*** Begin section ***

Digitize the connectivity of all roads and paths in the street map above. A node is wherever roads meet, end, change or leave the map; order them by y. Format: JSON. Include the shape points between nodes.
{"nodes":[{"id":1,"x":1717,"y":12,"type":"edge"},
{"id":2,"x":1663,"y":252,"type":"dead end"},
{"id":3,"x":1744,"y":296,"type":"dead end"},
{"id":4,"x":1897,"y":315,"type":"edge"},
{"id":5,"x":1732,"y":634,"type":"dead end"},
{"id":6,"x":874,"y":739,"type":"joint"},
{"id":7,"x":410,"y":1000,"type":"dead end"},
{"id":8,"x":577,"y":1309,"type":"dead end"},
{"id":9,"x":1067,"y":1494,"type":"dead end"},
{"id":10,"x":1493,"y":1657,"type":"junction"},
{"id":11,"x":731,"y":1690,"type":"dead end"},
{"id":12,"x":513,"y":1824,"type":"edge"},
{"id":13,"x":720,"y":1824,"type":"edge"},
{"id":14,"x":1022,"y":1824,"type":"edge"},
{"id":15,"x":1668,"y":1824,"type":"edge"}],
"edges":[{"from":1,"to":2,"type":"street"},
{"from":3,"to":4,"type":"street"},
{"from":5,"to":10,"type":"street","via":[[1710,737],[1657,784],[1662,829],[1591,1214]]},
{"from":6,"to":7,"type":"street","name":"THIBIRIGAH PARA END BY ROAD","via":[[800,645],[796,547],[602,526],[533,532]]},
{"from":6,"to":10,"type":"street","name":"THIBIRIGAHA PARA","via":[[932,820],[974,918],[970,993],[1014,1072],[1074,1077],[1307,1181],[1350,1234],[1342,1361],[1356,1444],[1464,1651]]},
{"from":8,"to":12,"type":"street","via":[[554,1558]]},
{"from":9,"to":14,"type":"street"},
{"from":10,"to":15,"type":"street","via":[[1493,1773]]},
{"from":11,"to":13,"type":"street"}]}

*** End section ***

**Requirement:**
An exact restatement of all the entries above is needed.

**Output:**
Digitize the connectivity of all roads and paths in the street map above. A node is wherever roads meet, end, change or leave the map; order them by y. Format: JSON. Include the shape points between nodes.
{"nodes":[{"id":1,"x":1717,"y":12,"type":"edge"},
{"id":2,"x":1663,"y":252,"type":"dead end"},
{"id":3,"x":1744,"y":296,"type":"dead end"},
{"id":4,"x":1897,"y":315,"type":"edge"},
{"id":5,"x":1732,"y":634,"type":"dead end"},
{"id":6,"x":874,"y":739,"type":"joint"},
{"id":7,"x":410,"y":1000,"type":"dead end"},
{"id":8,"x":577,"y":1309,"type":"dead end"},
{"id":9,"x":1067,"y":1494,"type":"dead end"},
{"id":10,"x":1493,"y":1657,"type":"junction"},
{"id":11,"x":731,"y":1690,"type":"dead end"},
{"id":12,"x":513,"y":1824,"type":"edge"},
{"id":13,"x":720,"y":1824,"type":"edge"},
{"id":14,"x":1022,"y":1824,"type":"edge"},
{"id":15,"x":1668,"y":1824,"type":"edge"}],
"edges":[{"from":1,"to":2,"type":"street"},
{"from":3,"to":4,"type":"street"},
{"from":5,"to":10,"type":"street","via":[[1710,737],[1657,784],[1662,829],[1591,1214]]},
{"from":6,"to":7,"type":"street","name":"THIBIRIGAH PARA END BY ROAD","via":[[800,645],[796,547],[602,526],[533,532]]},
{"from":6,"to":10,"type":"street","name":"THIBIRIGAHA PARA","via":[[932,820],[974,918],[970,993],[1014,1072],[1074,1077],[1307,1181],[1350,1234],[1342,1361],[1356,1444],[1464,1651]]},
{"from":8,"to":12,"type":"street","via":[[554,1558]]},
{"from":9,"to":14,"type":"street"},
{"from":10,"to":15,"type":"street","via":[[1493,1773]]},
{"from":11,"to":13,"type":"street"}]}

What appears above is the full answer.